(Dataset entries)
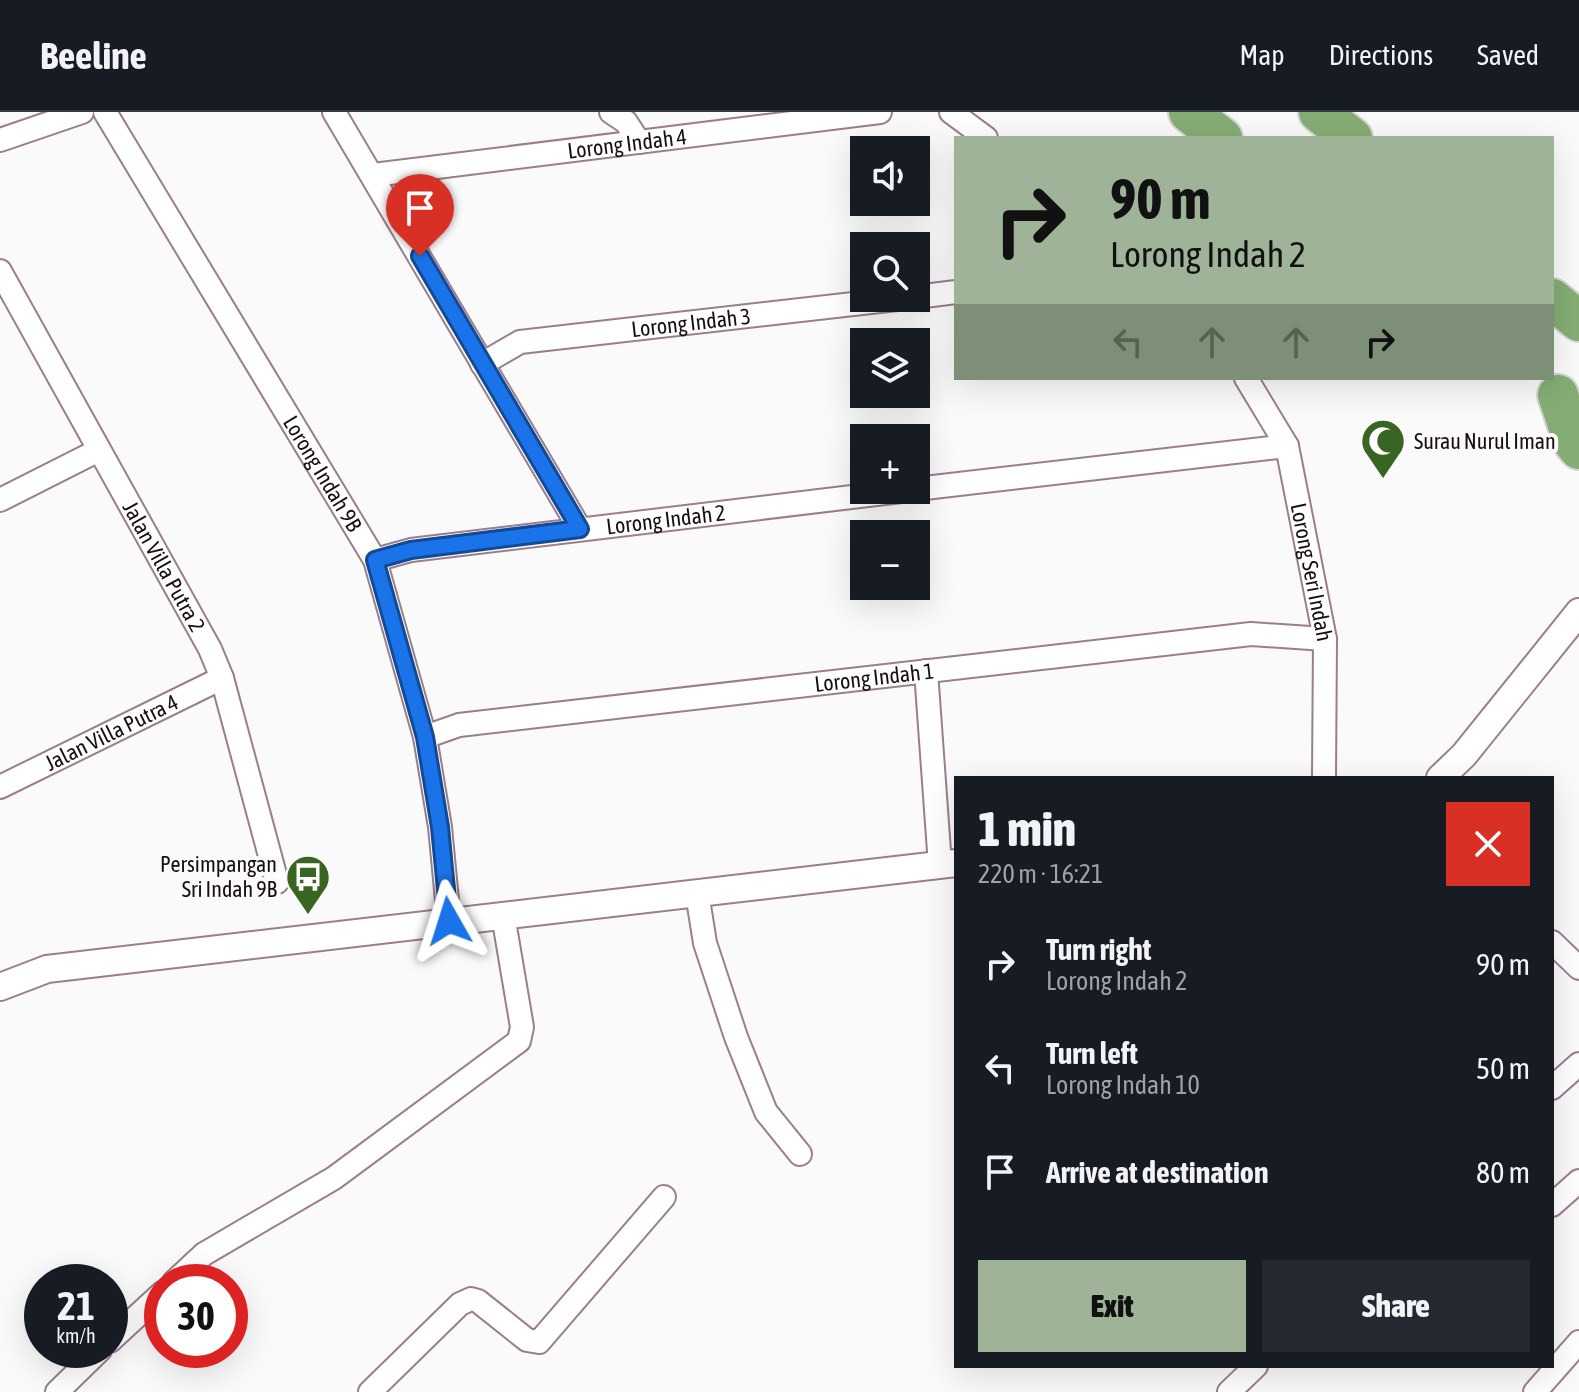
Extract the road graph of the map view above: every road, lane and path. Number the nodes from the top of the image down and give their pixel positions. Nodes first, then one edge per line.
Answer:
1 (82, 112) edge
2 (105, 112) edge
3 (334, 112) edge
4 (611, 112) edge
5 (880, 112) edge
6 (951, 112) edge
7 (1189, 112) edge
8 (1319, 112) edge
9 (983, 136) edge
10 (1219, 136) edge
11 (1349, 136) edge
12 (0, 140) edge
13 (639, 142) junction
14 (373, 175) junction
15 (0, 271) edge
16 (954, 292) edge
17 (930, 295) edge
18 (1554, 301) edge
19 (850, 304) edge
20 (1579, 321) edge
21 (482, 364) junction
22 (1247, 380) edge
23 (1558, 395) edge
24 (1287, 446) junction
25 (1579, 449) edge
26 (99, 450) junction
27 (930, 487) edge
28 (850, 497) edge
29 (0, 500) edge
30 (580, 529) junction
31 (375, 560) junction
32 (1574, 627) edge
33 (1325, 639) junction
34 (926, 671) junction
35 (222, 678) junction
36 (425, 737) junction
37 (1324, 776) edge
38 (1442, 776) edge
39 (0, 787) edge
40 (948, 864) edge
41 (277, 882) dead end
42 (697, 893) junction
43 (503, 915) junction
44 (449, 921) junction
45 (1554, 944) edge
46 (1579, 968) edge
47 (0, 987) edge
48 (1579, 1064) edge
49 (1554, 1086) edge
50 (800, 1154) dead end
51 (1579, 1181) edge
52 (664, 1197) dead end
53 (1554, 1203) edge
54 (193, 1264) edge
55 (144, 1310) edge
56 (128, 1324) edge
57 (1579, 1342) edge
58 (82, 1368) edge
59 (1254, 1368) edge
60 (57, 1392) edge
61 (370, 1392) edge
62 (1229, 1392) edge
63 (1535, 1392) edge

1 - 12 street
2 - 31 street, Lorong Indah 9B
3 - 14 street
4 - 13 street
5 - 13 street, Lorong Indah 4
6 - 9 street
7 - 10 highway
8 - 11 highway
13 - 14 street, Lorong Indah 4
14 - 21 street
15 - 26 street, Jalan Villa Putra 2
16 - 17 street
18 - 20 highway
19 - 21 street, Lorong Indah 3
21 - 30 street
22 - 24 street, Lorong Seri Indah
23 - 25 highway
24 - 27 street
24 - 33 street, Lorong Seri Indah
26 - 29 street
26 - 35 street, Jalan Villa Putra 2
28 - 30 street, Lorong Indah 2
30 - 31 street, Lorong Indah 2
31 - 36 street, Lorong Indah 9B
32 - 38 street
33 - 34 street, Lorong Indah 1
33 - 37 street, Lorong Seri Indah
34 - 36 street, Lorong Indah 1
34 - 40 street
35 - 39 street, Jalan Villa Putra 4
35 - 41 street, Jalan Villa Putra 2
36 - 44 street, Lorong Indah 9B
40 - 42 street
42 - 43 street
42 - 50 street
43 - 44 street
43 - 54 street
44 - 47 street
45 - 46 street
48 - 49 street
51 - 53 street
52 - 61 street
55 - 56 street
57 - 63 street
58 - 60 street
59 - 62 street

TASK DIRECTIONS:
Go through the records above and copy each line where "highway" is found.

SOLUTION:
7 - 10 highway
8 - 11 highway
18 - 20 highway
23 - 25 highway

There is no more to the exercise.